++++ RECORDS ++++

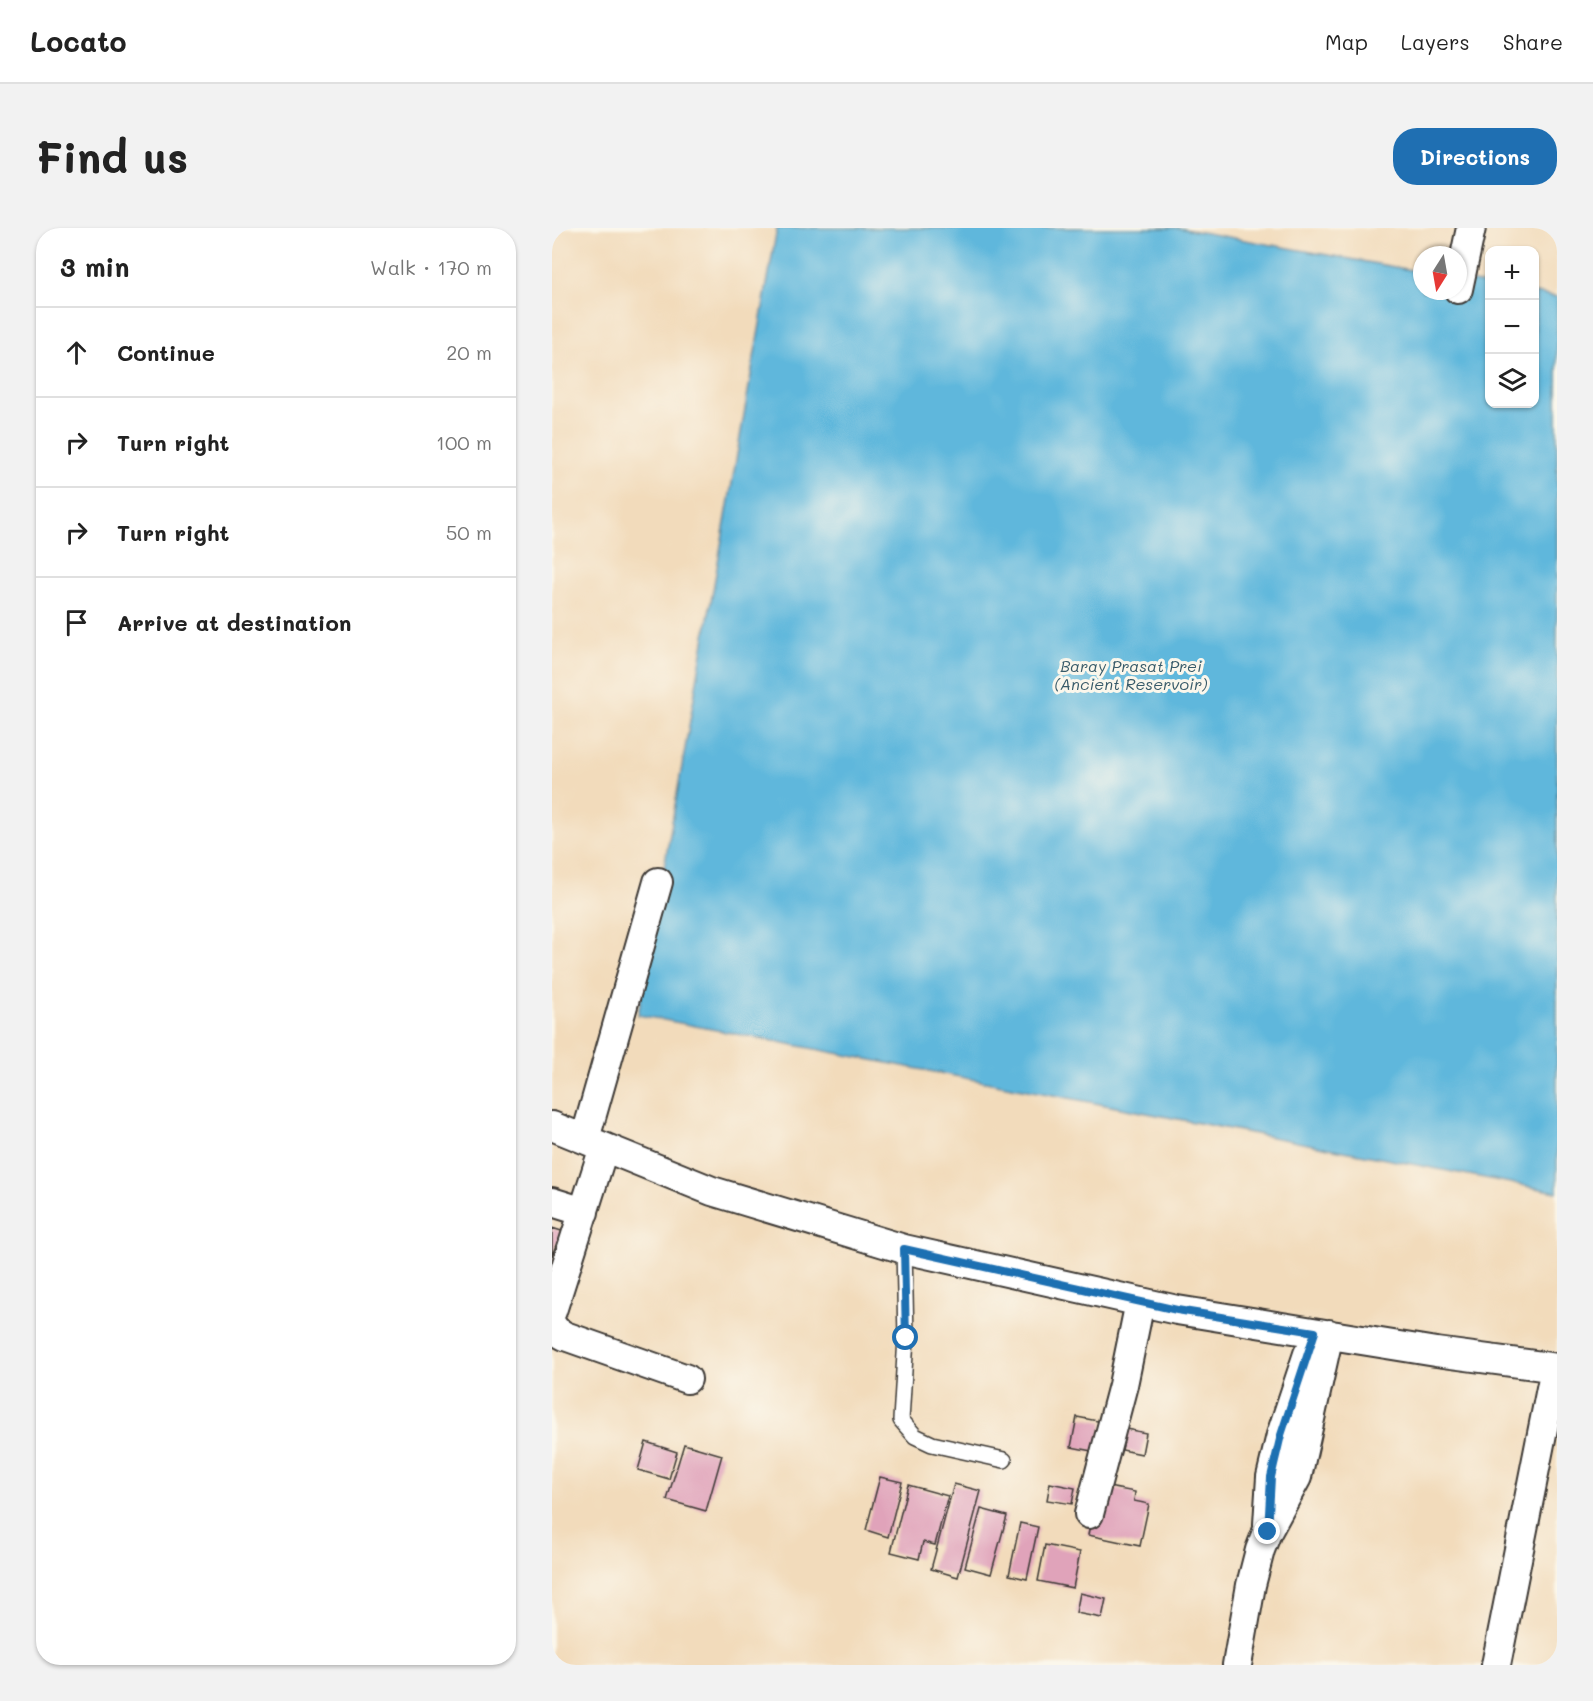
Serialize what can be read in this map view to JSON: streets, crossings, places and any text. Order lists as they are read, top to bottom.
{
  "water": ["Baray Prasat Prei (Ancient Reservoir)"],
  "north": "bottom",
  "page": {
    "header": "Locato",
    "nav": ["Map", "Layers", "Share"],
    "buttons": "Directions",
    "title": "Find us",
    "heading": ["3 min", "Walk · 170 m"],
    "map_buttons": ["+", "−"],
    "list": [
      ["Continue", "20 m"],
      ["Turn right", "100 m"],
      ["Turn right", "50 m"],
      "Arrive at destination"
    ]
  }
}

++++
++++ RECORDS ++++

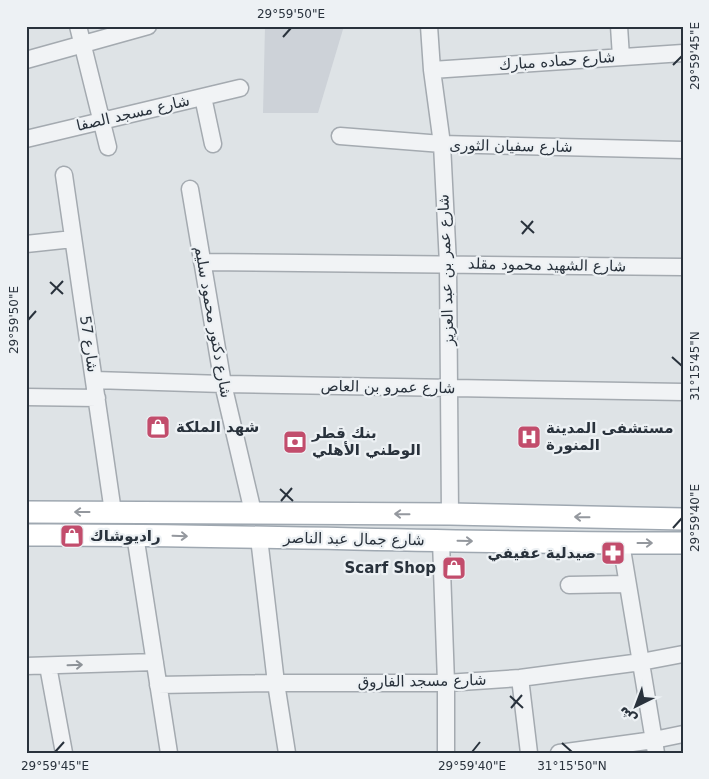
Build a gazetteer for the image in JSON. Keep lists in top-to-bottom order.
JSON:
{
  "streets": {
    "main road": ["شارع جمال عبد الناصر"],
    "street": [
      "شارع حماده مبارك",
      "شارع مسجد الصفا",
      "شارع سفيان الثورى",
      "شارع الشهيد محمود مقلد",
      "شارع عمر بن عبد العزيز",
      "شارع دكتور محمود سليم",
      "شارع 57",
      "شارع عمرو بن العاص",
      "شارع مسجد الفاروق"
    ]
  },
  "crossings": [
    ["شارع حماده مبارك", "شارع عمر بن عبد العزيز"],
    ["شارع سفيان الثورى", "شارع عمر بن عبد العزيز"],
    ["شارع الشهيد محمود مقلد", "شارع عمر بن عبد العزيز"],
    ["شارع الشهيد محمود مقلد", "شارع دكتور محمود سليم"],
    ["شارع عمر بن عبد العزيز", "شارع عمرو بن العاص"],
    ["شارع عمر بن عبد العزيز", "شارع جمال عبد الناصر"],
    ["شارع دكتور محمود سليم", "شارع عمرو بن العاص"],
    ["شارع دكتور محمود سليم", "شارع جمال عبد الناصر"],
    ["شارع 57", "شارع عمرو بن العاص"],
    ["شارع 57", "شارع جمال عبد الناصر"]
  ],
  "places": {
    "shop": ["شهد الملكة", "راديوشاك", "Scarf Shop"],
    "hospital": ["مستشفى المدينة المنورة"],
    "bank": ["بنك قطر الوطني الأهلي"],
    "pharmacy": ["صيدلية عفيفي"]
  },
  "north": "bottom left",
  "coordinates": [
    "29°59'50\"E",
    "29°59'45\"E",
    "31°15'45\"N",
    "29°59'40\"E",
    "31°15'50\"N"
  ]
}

++++
++++ RECORDS ++++

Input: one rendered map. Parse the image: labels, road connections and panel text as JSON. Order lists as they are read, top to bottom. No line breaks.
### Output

++++

▶ _THE PROBLEM_: Once you have located every line with the word "image" in the material above, list those lines.

▶ _WRITTEN SOLUTION_:
Build a gazetteer for the image in JSON. Keep lists in top-to-bottom order.
Input: one rendered map. Parse the image: labels, road connections and panel text as JSON. Order lists as they are read, top to bottom. No line breaks.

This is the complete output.